[[ PROVIDED DATA open ]]

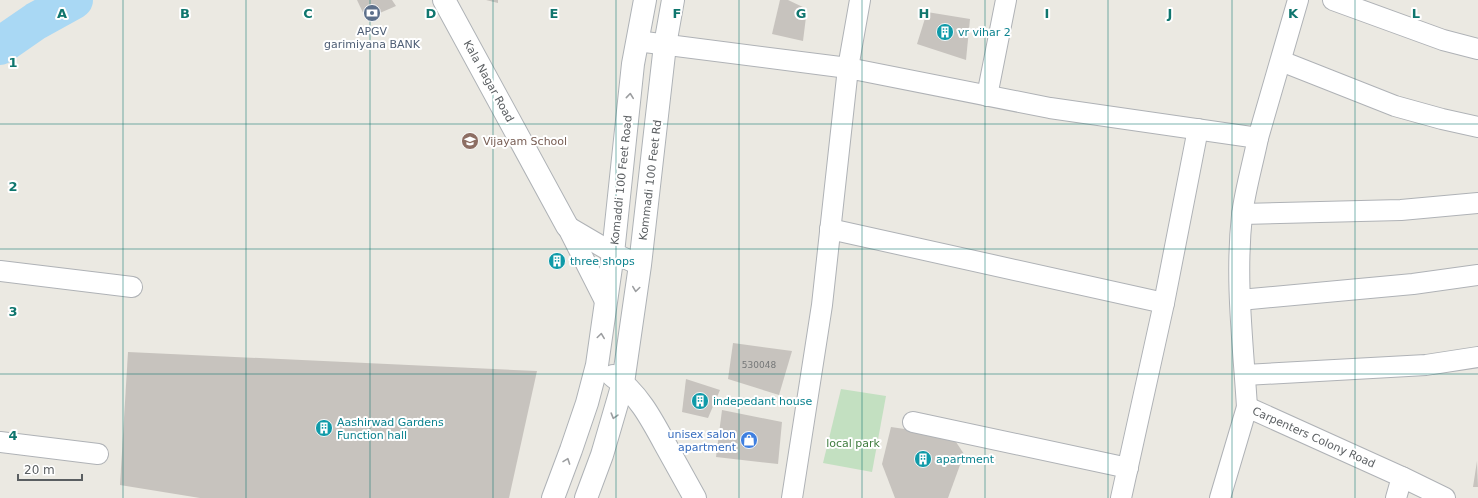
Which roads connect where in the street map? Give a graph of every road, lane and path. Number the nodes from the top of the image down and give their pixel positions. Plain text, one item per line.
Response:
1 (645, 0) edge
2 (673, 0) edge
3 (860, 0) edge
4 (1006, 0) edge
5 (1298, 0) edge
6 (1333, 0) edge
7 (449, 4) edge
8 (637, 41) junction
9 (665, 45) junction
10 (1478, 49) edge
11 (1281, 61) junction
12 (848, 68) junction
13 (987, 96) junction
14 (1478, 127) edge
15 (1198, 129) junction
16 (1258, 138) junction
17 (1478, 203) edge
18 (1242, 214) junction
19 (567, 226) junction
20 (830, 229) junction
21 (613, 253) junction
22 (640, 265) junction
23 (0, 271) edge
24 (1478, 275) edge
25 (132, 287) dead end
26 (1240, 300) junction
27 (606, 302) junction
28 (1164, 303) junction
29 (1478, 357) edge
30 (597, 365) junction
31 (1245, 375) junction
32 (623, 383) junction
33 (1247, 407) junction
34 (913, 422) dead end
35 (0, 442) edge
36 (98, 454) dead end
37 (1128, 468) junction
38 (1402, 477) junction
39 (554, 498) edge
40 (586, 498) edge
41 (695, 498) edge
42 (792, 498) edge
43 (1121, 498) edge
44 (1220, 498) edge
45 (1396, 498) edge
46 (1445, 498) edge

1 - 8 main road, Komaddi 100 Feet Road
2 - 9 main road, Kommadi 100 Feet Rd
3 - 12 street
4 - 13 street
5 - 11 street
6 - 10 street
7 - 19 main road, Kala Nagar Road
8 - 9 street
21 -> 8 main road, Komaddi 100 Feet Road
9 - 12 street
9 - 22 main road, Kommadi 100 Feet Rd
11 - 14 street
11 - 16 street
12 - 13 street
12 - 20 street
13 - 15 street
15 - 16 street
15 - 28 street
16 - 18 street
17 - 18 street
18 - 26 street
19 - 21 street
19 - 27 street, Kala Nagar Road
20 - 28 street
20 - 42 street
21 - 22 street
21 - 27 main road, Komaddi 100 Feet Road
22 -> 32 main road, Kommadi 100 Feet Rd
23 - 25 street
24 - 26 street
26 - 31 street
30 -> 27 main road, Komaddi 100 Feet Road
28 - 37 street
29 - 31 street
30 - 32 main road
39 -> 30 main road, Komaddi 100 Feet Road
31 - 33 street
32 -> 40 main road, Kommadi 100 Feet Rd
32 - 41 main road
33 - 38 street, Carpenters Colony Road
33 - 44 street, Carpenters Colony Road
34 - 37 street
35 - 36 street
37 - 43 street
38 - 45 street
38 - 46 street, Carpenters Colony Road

[[ PROVIDED DATA closed ]]
[[ PROVIDED DATA open ]]

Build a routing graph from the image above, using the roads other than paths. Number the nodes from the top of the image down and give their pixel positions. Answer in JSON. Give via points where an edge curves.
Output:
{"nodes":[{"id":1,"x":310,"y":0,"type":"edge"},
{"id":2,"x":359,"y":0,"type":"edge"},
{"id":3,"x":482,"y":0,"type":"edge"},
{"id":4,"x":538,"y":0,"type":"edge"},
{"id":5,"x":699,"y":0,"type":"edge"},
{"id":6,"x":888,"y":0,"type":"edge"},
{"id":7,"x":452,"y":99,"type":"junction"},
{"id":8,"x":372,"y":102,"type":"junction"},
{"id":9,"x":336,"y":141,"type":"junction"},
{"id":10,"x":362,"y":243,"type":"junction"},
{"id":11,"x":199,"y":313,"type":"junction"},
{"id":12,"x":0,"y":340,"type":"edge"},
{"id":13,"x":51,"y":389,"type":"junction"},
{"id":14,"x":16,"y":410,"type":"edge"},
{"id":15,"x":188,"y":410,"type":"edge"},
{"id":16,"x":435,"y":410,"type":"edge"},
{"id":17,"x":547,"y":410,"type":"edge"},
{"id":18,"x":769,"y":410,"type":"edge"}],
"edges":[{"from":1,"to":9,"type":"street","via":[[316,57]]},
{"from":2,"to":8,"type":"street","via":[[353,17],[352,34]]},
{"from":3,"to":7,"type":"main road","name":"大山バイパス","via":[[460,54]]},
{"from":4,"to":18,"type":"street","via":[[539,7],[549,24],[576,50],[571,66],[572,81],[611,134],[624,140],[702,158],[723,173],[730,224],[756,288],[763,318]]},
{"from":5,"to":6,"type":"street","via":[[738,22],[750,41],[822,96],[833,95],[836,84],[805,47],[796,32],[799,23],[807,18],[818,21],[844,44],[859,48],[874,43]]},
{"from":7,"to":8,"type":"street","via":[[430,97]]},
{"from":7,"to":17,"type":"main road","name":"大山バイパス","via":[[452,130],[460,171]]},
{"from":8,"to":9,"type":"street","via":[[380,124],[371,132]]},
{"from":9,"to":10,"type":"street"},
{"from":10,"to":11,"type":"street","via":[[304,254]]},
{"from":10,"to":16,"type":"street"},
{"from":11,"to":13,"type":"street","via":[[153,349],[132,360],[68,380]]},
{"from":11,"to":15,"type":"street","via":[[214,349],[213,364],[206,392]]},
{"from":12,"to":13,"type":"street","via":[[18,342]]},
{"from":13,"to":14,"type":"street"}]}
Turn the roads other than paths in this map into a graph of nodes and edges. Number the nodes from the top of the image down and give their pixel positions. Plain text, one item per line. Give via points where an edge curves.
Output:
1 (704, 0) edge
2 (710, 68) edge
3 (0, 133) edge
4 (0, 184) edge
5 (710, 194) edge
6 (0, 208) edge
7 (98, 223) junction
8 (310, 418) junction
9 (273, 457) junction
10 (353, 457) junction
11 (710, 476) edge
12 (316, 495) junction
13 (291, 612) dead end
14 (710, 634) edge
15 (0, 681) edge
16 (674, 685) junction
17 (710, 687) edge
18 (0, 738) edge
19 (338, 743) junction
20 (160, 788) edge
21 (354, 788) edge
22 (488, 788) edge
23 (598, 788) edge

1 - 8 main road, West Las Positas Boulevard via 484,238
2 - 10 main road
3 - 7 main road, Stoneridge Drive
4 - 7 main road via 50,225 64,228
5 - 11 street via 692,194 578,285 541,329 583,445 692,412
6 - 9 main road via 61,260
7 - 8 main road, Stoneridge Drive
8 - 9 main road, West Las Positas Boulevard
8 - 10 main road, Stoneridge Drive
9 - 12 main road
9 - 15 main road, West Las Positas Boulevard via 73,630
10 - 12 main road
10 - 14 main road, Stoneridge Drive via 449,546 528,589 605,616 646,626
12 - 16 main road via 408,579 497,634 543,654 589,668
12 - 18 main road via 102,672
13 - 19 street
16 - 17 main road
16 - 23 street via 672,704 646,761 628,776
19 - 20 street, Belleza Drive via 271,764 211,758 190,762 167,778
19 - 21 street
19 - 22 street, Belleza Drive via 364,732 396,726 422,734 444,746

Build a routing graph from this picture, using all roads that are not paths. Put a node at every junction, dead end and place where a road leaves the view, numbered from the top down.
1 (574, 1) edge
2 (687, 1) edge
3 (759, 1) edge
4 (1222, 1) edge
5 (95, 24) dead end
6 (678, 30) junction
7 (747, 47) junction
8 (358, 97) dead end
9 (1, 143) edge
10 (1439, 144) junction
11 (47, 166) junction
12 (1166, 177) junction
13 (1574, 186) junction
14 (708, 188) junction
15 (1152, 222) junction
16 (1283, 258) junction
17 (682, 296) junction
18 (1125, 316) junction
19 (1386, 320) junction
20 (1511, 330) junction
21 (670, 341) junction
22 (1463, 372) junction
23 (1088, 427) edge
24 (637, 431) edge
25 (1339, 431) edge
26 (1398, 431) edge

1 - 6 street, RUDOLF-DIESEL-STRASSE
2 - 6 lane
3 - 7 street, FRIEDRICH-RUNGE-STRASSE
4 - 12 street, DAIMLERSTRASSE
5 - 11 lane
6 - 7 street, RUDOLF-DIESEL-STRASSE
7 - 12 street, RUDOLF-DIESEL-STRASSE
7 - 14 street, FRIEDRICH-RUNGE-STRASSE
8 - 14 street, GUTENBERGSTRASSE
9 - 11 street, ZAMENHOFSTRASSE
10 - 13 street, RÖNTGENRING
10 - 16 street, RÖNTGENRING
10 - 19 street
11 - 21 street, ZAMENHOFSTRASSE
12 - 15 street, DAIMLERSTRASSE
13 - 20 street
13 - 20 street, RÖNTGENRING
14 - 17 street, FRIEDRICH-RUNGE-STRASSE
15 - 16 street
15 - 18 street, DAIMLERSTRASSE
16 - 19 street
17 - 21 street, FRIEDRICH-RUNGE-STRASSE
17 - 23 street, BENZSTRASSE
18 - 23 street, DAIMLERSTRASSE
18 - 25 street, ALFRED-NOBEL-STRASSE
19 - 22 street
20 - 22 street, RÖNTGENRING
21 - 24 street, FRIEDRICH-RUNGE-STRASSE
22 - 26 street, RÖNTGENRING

[[ PROVIDED DATA closed ]]

▶ EXERCISE DETAILS:
Only the lines above that include the word "every" belong in the answer; copy each one.

▶ FINAL ANSWER:
Which roads connect where in the street map? Give a graph of every road, lane and path. Number the nodes from the top of the image down and give their pixel positions. Plain text, one item per line.
Build a routing graph from this picture, using all roads that are not paths. Put a node at every junction, dead end and place where a road leaves the view, numbered from the top down.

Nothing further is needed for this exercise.